02 August 2018 - 1pm - Zoology Museum
Frances Ratcliffe (Swansea University, UK)
Between art and science - personal meander
Why the big jump?
This is the question on the tip of everyone’s tongue when I describe the
meandering route I took from studying Fine Art to doing a PhD in Fish Biology.
Through presenting examples of my work as well as work of those that have
inspired me, I will try to answer this question, describing my journey from
conceptual art, via scientific illustration, to finally pursuing science. I
hope to explain how, these two seemingly unrelated disciplines have much to
offer each other and have a lot more in common than one might think. Finally, I
will invite you to discuss how data visualizers can take inspiration from
scientific illustrators, opening up new avenues for communication.
Alejandra Cabanillas (Swansea University, UK)
Small world network and the Prisoner's dilemma: how does cooperation survive?

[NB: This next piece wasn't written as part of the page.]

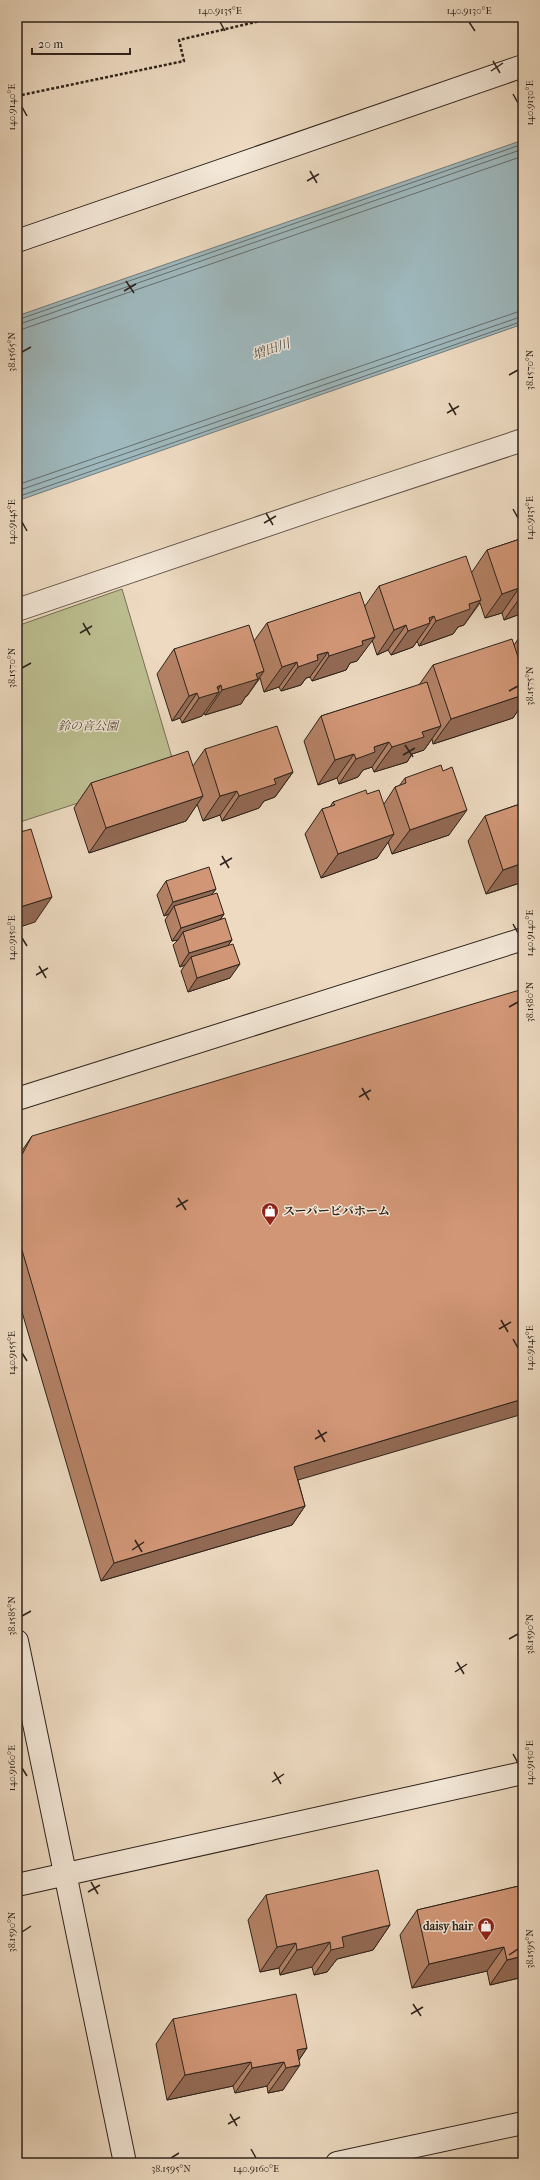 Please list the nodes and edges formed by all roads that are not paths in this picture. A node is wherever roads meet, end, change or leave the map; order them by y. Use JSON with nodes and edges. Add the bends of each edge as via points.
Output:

Cooperation is observed across
multiple species and a range of life histories, from slime molds to apes, hence
the interest in a general explanation for the emergence and persistence of this
behaviour within social groups. Evolutionary game theory, using models like the
Prisoner’s dilemma, has been employed to investigate these questions. The
distribution of links among interacting players in games like the Prisoner’s
dilemma provides an interesting avenue to study how social populations evolve
under different interaction networks. Small world network (SWN) connectivity
allows regular (e.g., nearest neighbour) networks to gradually be altered to
completely random interaction networks. We studied how SWNs affected the
invasion of cheaters into a spatially structured population of cooperators,
varying the relative pay-offs for cheaters and the proportion of randomised
links among players in an otherwise regular interaction network. We recorded
the time a defector takes to invade the population, the final stable proportion
of each strategy (cooperator or cheater) and the variability in this proportion
across different network structures. SWNs facilitate the invasion of defectors
at lower pay-off levels than regular networks, by preventing the formation of
blocks of cheaters and the reduced payoffs associated with those interaction
blocks. In this scenario, the lower scoring cooperators are at an evolutionary
disadvantage, as cooperation clusters can’t easily be formed to resist
invasion. For a specific range of payoffs, the speed of invasion is
significantly facilitated by the proportion of randomised links present. SWN
links therefore influence the speed and stable state of evolutionary dynamics.